Table 6.12 Reference set for inefficient countries for ARGs model in 2012

5 Conclusion

This research aims to provide an evaluation of healthcare system efficiency of 34 OECD countries. DEA methodology is used with different modeling techniques and with different output measures. OECD data for 2008 and 2012 are used. The two output measures we use in the first models, LE at birth and ISR, are generally accepted measures as system output in the literature. We suggest the use of ARG models in a way to balance the two outputs as a remedy against the overly optimistic nature of the DEA methodology. To our knowledge, this is the first study that suggests using an ARG model for evaluating healthcare system efficiency at the country level. We observe a more consistent result when constraints on relative weights are imposed as weight restrictions require a more balanced relative output generation. A reference set analysis on the ARG model of 2008 displays Luxembourg as a good role model for inefficient countries whereas for 2012, Slovenia assumes that role.

In addition to using LE and ISR as outputs as is traditionally done, we experiment with survival rates from major causes of death as possible measures of outputs and implement this model with 2008 and 2012 data. When compared to LE at birth as a measure, this model rules out deaths from less common causes as well as deaths whose occurrence have a more indirect relationship to the performance of the healthcare system, such as deaths from accidents, homicides and suicides. In other words, under the assumption that most countries spend more effort on increasing their healthcare system capacity geared towards conditions surrounding most likely causes of death, efficiency with respect to this model can be taken as an indication of their success. We observe that while there is significant overlap among efficient countries of different models, there are also differences. Countries that are not efficient with respect to LE and ISR but are efficient with respect to survival rates from major causes of death may focus on other causes of death to improve their standing. On the other hand, countries that are efficient with respect to LE and ISR but are not efficient with respect to survival rates from major causes of death need to focus more on these major causes of death. A reference set analysis on the ARG model of 2008 and 2012 displays France as a good role model for inefficient countries with these two outputs whereas for the previous models.

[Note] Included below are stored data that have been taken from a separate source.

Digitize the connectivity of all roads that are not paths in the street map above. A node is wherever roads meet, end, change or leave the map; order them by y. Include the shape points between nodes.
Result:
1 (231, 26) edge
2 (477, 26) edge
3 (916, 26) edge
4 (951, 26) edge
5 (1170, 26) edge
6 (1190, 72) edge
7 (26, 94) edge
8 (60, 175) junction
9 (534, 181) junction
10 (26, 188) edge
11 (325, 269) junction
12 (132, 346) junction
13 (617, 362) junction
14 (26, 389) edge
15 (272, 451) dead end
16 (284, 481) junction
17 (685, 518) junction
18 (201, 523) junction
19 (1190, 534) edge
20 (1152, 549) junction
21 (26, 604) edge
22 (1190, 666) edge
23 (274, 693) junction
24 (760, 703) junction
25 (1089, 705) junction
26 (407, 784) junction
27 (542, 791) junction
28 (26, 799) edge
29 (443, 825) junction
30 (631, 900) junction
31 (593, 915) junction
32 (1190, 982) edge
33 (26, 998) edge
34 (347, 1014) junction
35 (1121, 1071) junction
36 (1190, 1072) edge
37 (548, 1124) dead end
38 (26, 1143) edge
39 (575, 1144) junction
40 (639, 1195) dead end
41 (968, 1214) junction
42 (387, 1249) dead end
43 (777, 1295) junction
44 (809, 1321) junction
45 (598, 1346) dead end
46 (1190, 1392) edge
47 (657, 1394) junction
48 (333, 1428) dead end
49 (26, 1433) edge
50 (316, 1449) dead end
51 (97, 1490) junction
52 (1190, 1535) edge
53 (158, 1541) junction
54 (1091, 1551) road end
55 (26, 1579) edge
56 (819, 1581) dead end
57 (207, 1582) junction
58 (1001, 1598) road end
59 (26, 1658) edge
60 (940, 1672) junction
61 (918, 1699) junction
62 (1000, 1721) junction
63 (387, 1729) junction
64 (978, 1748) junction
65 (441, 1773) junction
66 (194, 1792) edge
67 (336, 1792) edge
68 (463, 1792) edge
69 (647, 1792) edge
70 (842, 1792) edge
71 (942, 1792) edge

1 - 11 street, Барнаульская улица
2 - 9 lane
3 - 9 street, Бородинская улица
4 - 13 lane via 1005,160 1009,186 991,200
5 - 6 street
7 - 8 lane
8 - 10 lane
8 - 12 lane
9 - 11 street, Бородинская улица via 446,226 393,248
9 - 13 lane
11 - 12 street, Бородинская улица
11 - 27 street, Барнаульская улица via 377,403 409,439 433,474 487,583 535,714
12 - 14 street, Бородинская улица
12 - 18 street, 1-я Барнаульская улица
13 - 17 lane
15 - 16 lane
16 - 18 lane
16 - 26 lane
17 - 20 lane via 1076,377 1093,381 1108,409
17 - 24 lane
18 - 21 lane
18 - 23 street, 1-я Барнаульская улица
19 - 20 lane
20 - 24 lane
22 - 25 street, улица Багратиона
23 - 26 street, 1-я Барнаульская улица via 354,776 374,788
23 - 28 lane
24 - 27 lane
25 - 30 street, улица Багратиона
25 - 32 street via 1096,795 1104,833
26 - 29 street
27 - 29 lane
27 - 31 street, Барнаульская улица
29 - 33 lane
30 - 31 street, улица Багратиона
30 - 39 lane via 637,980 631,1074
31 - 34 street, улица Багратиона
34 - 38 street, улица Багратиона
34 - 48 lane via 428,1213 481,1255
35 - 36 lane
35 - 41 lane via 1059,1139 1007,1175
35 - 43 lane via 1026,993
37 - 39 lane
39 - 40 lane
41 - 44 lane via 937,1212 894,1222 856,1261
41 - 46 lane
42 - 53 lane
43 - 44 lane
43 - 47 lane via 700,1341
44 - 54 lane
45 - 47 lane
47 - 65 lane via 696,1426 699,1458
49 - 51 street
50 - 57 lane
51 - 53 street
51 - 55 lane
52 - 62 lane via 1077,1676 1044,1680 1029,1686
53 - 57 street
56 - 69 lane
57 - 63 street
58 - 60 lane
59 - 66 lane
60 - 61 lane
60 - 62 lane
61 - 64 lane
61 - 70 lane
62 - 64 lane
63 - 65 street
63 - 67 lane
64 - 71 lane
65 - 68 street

Lack of output measures that capture the quality of health services remains as a limitation of the current study. This is mainly due to the difficulty of quantifying system quality and obtaining associated complete data. Bringing commonly accepted appropriate pseudo-measures that quantify system quality into our models remains as future work. Another future research direction is to study how efficiency of healthcare systems change over time by using, for instance, the Malmquist Index, named after Malmquist (1953). This may be more revealing in terms of the nature of the changes that take place in the studied time interval. Although we studied two snapshots in time to observe any possible shifts with respect to different DEA models and different output measures and also to better relate to past literature, a multi-year study designed to track changes in system performance might provide more insights to policy makers.